Table	Deposit	Reference
Climaciella ? henrotayi Nel	Oligocene, France	Nel, 1988b
Dicromantispa electromexicana n.sp.	Mexican amber	Present study
Dicromantispa moronei n.sp.	Dominican amber	Present study
Feroseta prisca Poinar	Dominican amber	Poinar, 2006
Gerstaeckerella asiatica Makarkin	Late Cretaceous, Kazakhstan	Makarkin, 1990
Liassochyrsa stigmatica Ansorge	Early Jurassic, Germany	Ansorge & Schlüter, 1990 ;
& Schülter	Wedmann & Makarkin, 2007
Mesomantispa sibirica Makarkin	Early Cretaceous, Siberia	Makarkin, 1996
Promantispa similis Panfilov	Late Jurassic, Karatau	Panfilov, 1980
Prosagittalata oligocenica Nel	Oligocene, France	Nel, 1988b
Symphrasites eocenicus Wedmann &	Eocene, Germany	Wedmann & Makarkin, 2007
Makarkin Vectispa relicta (Cockerell) b	Eocene, England	Cockerell, 1921

a Although Willmann (1994) transferred the Cretaceous amber Retinoberotha and Paraberotha to Mantispidae , these are rhachiberothids.

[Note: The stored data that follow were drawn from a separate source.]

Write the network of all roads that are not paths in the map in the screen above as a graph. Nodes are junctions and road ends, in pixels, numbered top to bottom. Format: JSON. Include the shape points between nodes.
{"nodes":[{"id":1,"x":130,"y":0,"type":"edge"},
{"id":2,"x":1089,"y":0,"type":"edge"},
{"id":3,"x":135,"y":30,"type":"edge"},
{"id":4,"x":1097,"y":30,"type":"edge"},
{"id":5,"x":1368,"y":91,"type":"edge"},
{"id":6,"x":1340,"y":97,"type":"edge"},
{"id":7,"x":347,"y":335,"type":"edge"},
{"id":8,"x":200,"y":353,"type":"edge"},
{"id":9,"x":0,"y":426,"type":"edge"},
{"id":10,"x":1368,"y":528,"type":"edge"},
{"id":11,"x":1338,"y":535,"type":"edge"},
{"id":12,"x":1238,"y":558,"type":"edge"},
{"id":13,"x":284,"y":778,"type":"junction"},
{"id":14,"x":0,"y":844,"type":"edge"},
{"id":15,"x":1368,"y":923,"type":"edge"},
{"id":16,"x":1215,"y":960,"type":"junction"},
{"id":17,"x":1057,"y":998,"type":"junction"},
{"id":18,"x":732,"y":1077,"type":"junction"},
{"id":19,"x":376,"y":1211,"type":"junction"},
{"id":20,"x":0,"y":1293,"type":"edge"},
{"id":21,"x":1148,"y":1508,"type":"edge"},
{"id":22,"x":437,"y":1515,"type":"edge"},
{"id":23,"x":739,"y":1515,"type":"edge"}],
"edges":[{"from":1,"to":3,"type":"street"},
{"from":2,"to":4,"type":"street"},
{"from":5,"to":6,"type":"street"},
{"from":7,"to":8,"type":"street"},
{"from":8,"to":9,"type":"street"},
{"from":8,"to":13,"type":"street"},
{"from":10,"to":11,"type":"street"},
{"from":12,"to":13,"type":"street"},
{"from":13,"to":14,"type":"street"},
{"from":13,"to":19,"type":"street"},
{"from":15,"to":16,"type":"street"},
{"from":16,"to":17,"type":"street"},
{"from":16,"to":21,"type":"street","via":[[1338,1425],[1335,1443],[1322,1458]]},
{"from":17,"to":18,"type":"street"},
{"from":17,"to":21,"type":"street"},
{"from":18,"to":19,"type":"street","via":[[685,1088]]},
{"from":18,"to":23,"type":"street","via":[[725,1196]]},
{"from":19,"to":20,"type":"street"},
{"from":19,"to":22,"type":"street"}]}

Similarly, Whalfera venatrix ( Whalley, 1983 ) is excluded owing to its likely position in Rhachiberothidae (e.g., Engel, 2004b ; Wedmann and Makarkin, 2007 ). b Originally proposed in Mantispa and then transferred to Promantispa Jarzembowski (1980 : nomen praeoccupatum, nec Panfilov, 1980 ) and finally to Vectispa Lambkin (1986 : nomen novum pro Promantispa Jarzembowski, 1980 ). The geological history of the Mantispidae has only recently begun to come together. Previously there were nine fossil species described from deposits ranging from the Early Jurassic to the Miocene (table 6: Wedmann and Makarkin, 2007 ), although the exact systematic position of some of these taxa is not entirely certain. Only two mantispid species had been discovered in amber until this time, but one is likely not a member of this family. Walfera venatrix (Whalley) was discovered in amber that had washed up on the eastern shore of Britain and presumably was derived from the Baltic amber deposits of the blaue Erde . The identity of Whalfera , however, has been questioned by many, and the genus is very likely a rhachiberothid ( Aspöck and Mansell, 1994 ; Engel, 2004b ; Grimaldi and Engel, 2005 ; Wedmann and Makarkin, 2007 ). The only other amber mantispid is Feroseta priscus Poinar in Miocene Dominican amber ( Poinar, 2006 ). Herein we report two further, definitive mantispids in Cenozoic amber from the Western Hemisphere. Spiders are common in Tertiary ambers of North America (e.g., Wunderlich, 1988 ; Penney, 1999 ), and it is therefore perhaps not surprising that their parasites would also eventually be discovered.